In the past few years at least, that seems to be the story. At museums, they’re swinging selfie sticks into priceless works of art and turning cathedrals of culture into amusement parks. At concerts, they’re blocking the views of fellow spectators and distracting the performers. At restaurants, photographers’ bad behavior has “reached epic proportions,” as diners stand on chairs and use appetite-spoiling flash to document their dishes. At vacation hubs, narcissistic, reckless tourists are turning historic sites into “photography props” for “a viral post on Facebook, Instagram or Twitter.”

Anxieties about damage to property, security, and copyright are prominent among those wringing their hands about photography in the digital age.
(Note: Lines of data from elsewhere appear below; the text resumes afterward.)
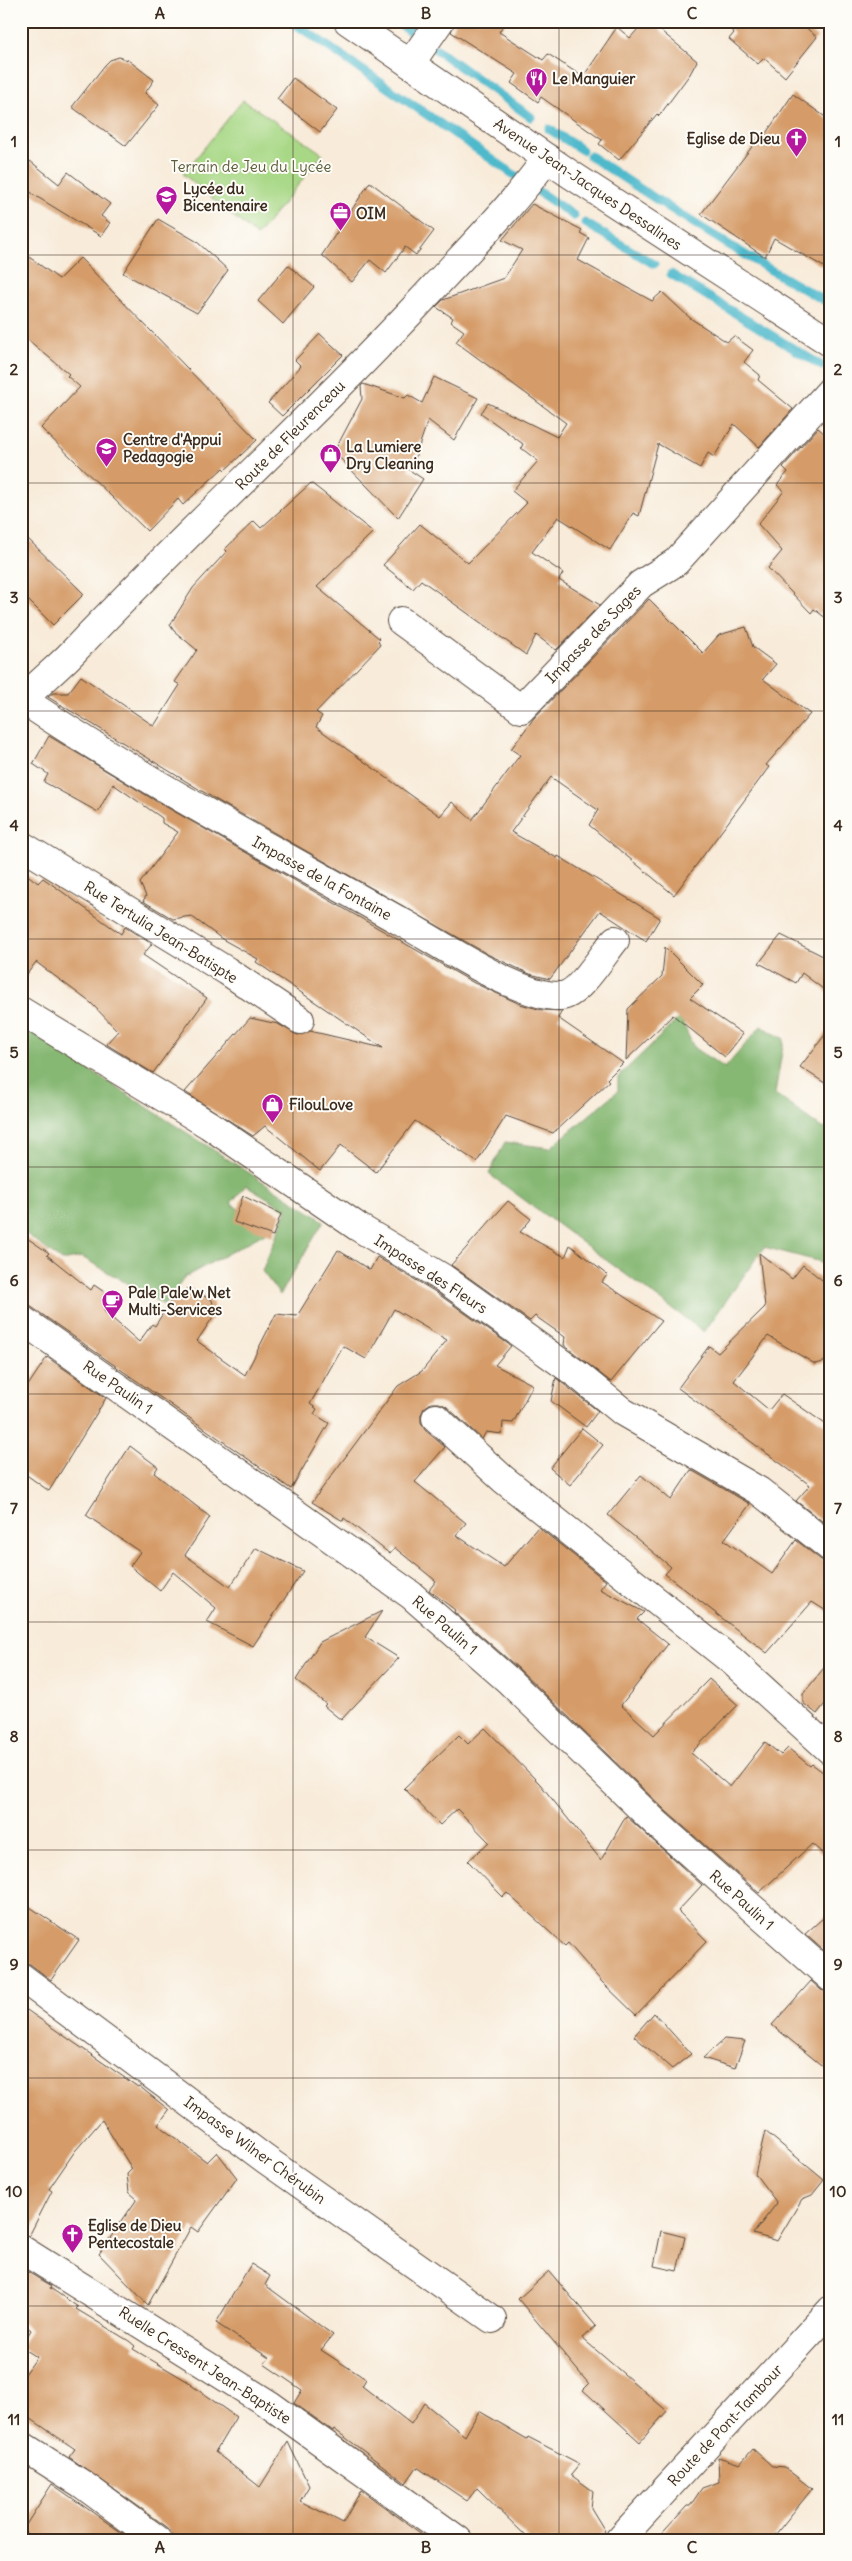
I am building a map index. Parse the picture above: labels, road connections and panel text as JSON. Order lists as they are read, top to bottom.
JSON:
{
  "streets": {
    "street": [
      "Avenue Jean-Jacques Dessalines",
      "Route de Fleurenceau",
      "Impasse des Sages",
      "Impasse de la Fontaine",
      "Rue Tertulia Jean-Batispte",
      "Impasse des Fleurs",
      "Rue Paulin 1",
      "Impasse Wilner Chérubin",
      "Ruelle Cressent Jean-Baptiste",
      "Route de Pont-Tambour"
    ]
  },
  "crossings": [
    ["Avenue Jean-Jacques Dessalines", "Route de Fleurenceau"],
    ["Route de Fleurenceau", "Impasse de la Fontaine"]
  ],
  "parks": ["Terrain de Jeu du Lycée"],
  "places": {
    "restaurant": ["Le Manguier"],
    "church": ["Eglise de Dieu", "Eglise de Dieu Pentecostale"],
    "school or university": ["Lycée du Bicentenaire", "Centre d'Appui Pedagogie"],
    "office": ["OIM"],
    "shop": ["La Lumiere Dry Cleaning", "FilouLove"],
    "cafe": ["Pale Pale'w Net Multi-Services"]
  },
  "grid": {
    "columns": ["A", "B", "C"],
    "rows": [
      "1",
      "2",
      "3",
      "4",
      "5",
      "6",
      "7",
      "8",
      "9",
      "10",
      "11"
    ]
  }
}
And, of course, there are certain spaces where photography can do a lot of damage. Photographers can compromise national security by photographing details of structural components of bridges and tunnels, for example. They can pose threat to copyright by making high resolution images of intellectual property for duplication. Flash can damage old canvas and brazen, careless photographers can knock over valuables.

But those worries are separate from what seems to be going on today, namely an ideological concern that photographers are not fully experiencing what’s in front of them. “People taking photographs of their food in a restaurant instead of eating it. People taking photographs of the Mona Lisa instead of looking at it. I think the iPhone is taking people away from their experiences,” photographer Antonio Olmos told the Guardian in 2013, expressing a common sentiment among those condemning popular modern photography patterns.

Those who share Olmos’ view tend to express it by enacting restrictions or outright bans on photography in a variety of spaces. In New York, restaurants including Momofuku Ko in New York, and Chef’s Table at Brooklyn Fare have forbidden photography. At Grenouillere in northern France, Chef Alexandre Gauthier justified a photo ban to the Daily Mail this way: “I would like people to be living in the present. Tweet about the meal beforehand, tweet about it afterwards, but in between, stop and eat.”

Before a series of concerts at the Hammersmith Appolo last year, singer Kate Bush wrote a note to her fans on her website asking them to refrain from taking photos: “I very much want to have contact with you as an audience, not with iPhones, iPads or cameras. I know it’s a lot to ask but it would allow us to all share in the experience together.” In the past few years, other artists, including the Yeah Yeah Yeahs, Prince, and She & Him have banned photos, or strongly requested that none be taken. Savages requested no cameras at performances with this note: “Our goal is to discover better ways of living and experiencing music. We believe that the use of phones to film and take pictures during a gig prevents all of us from totally immersing ourselves. Let’s make this evening special.”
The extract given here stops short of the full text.